| Domestication Essay Good thesis writing Essay done for you
Domestication happens when a population of plants and animals is changed at the genetic level through the process of selection in order to benefit human beings. The process of domestication involves artificial selection of populations of plants and animals for a variety of reasons such as food production, provision of myriad services such as transportation, production of valuable products such as silk, and promotion of scientific research. Roots (2007) asserts that domestication is specifically aimed at benefitting and satisfying the interests of human beings in their daily interactions with the domesticated plants and animals.
Domesticated and wild plants and animals exhibit immense morphological and behavioral differences. This is because of the different ecological conditions in which they live and the need for adaptability to these conditions. Morphological characteristics are those used to refer to the physical structures of plants and animals while behavioral characteristics are those that refer to the natural tendencies of plants and instincts of animals.
Wild plants have thorns, stinging hairs, and spikes on that are used for protection purposes while domesticated plants have smooth leaves. According to Altman & Hasegawa (2011), most of the wild plants such as cactus have thorns on their surfaces that provide security to the plant. The thorns are also meant to reduce the rate of water loss and help them adapt to the climatic conditions that they grow. In addition to the thorns and spikes, wild plants have other protective structures that help them survive in the wild conditions. Domesticated plants grow under the protection of human beings hence have smooth leaves that make it easier for human beings to care for them.
Most wild plants exhibit protective habits unlike domesticated most domesticated plants, which do not exhibit protective habits. Protective habits are those that are meant to ensure that there is no interference with the growth of the plant. Most wild plants exhibit protective habits that enable them keep unwanted forces off. For instance, some wild plants have poisonous fruits, roots, and spikes that help keep off enemies that interfere with the growth. On the other hand, most of the plants that are domesticated do not show protective habits due to the lack of defensive mechanisms. Thus, there is a large difference between the behavior of wild plants and domesticated plants in terms of defense against the interference of external forces.

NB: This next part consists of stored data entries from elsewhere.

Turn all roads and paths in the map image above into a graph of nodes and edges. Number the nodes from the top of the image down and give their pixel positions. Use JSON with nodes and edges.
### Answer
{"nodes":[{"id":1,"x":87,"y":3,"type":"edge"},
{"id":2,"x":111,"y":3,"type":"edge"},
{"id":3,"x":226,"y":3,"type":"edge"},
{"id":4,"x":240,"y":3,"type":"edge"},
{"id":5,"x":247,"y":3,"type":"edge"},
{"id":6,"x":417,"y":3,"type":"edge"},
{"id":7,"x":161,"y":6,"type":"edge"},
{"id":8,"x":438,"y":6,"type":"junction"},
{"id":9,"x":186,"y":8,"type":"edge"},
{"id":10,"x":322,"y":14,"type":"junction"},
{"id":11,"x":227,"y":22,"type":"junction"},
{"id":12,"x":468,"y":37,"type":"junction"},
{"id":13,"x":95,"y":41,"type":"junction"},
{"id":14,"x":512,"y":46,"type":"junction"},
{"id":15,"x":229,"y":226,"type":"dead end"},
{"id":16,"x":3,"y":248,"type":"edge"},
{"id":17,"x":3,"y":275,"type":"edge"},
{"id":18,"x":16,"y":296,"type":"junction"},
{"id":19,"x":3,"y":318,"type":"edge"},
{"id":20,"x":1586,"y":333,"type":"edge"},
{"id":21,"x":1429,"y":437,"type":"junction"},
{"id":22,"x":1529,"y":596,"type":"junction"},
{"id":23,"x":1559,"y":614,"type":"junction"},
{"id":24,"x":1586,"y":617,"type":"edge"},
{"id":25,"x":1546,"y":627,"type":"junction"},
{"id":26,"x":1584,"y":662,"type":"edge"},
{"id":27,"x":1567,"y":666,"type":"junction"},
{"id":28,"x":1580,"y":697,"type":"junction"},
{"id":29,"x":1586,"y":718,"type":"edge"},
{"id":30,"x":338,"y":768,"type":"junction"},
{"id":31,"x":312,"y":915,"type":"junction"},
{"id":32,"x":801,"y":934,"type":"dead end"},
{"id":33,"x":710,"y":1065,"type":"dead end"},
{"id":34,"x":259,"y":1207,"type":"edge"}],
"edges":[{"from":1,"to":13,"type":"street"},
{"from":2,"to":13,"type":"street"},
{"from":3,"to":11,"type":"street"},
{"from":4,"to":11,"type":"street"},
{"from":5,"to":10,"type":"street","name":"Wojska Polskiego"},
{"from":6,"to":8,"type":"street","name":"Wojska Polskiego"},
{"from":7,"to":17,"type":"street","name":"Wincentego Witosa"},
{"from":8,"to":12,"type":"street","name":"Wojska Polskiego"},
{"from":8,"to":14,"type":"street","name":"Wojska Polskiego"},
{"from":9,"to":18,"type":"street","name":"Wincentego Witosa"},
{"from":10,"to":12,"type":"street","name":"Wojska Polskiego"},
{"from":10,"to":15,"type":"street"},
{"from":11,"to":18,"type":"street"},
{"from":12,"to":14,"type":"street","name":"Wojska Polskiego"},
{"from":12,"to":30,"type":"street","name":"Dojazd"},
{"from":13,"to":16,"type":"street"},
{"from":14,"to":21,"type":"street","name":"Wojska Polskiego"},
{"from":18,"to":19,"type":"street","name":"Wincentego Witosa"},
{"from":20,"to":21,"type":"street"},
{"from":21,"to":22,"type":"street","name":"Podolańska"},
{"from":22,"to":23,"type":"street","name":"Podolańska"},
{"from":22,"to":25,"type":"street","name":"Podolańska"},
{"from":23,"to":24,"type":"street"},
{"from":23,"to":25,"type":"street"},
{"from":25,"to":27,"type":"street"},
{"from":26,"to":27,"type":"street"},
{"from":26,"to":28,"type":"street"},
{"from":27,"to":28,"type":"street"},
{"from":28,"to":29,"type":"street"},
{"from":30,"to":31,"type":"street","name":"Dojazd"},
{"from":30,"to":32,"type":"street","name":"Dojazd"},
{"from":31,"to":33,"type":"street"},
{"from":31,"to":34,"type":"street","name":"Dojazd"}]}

Domesticated animals like cows and sheep have shorter horns unlike wild animals like buffaloes and elephants that have long and huge horns. Nelson (2000) observes that domestic animals are friendly in their relationships with human beings and are used for different purposes. Therefore, some of the domesticated animals like cows have shorter horns compared to their wild counterparts like buffaloes that have large horns, which ensure that they effectively protect themselves. Wild animals have large horns that enable them survive in their wild habitats by threatening any approaching enemy and reaching their food resources. Domesticated animals have smaller horns that help them carry out different functions such as aiding in the preparation of farms.
Wild animals exhibit migratory habits unlike domesticated animals. Wild animals keep on moving from one ecological setting to another in search for food and secure living habitats. Kimber (2002) points out that migratory habits principally occur during extreme weather conditions in their natural habitats and hence the need to move to better and more comfortable habitats. This is especially common among wild animals such as the wilder beast, which move from one area to another in search for food resources. Domesticated animals are under the care of humans and do not have to move around in the search for foods and security. Therefore, they stay within the boundaries set by humans and adjust to the care of humans.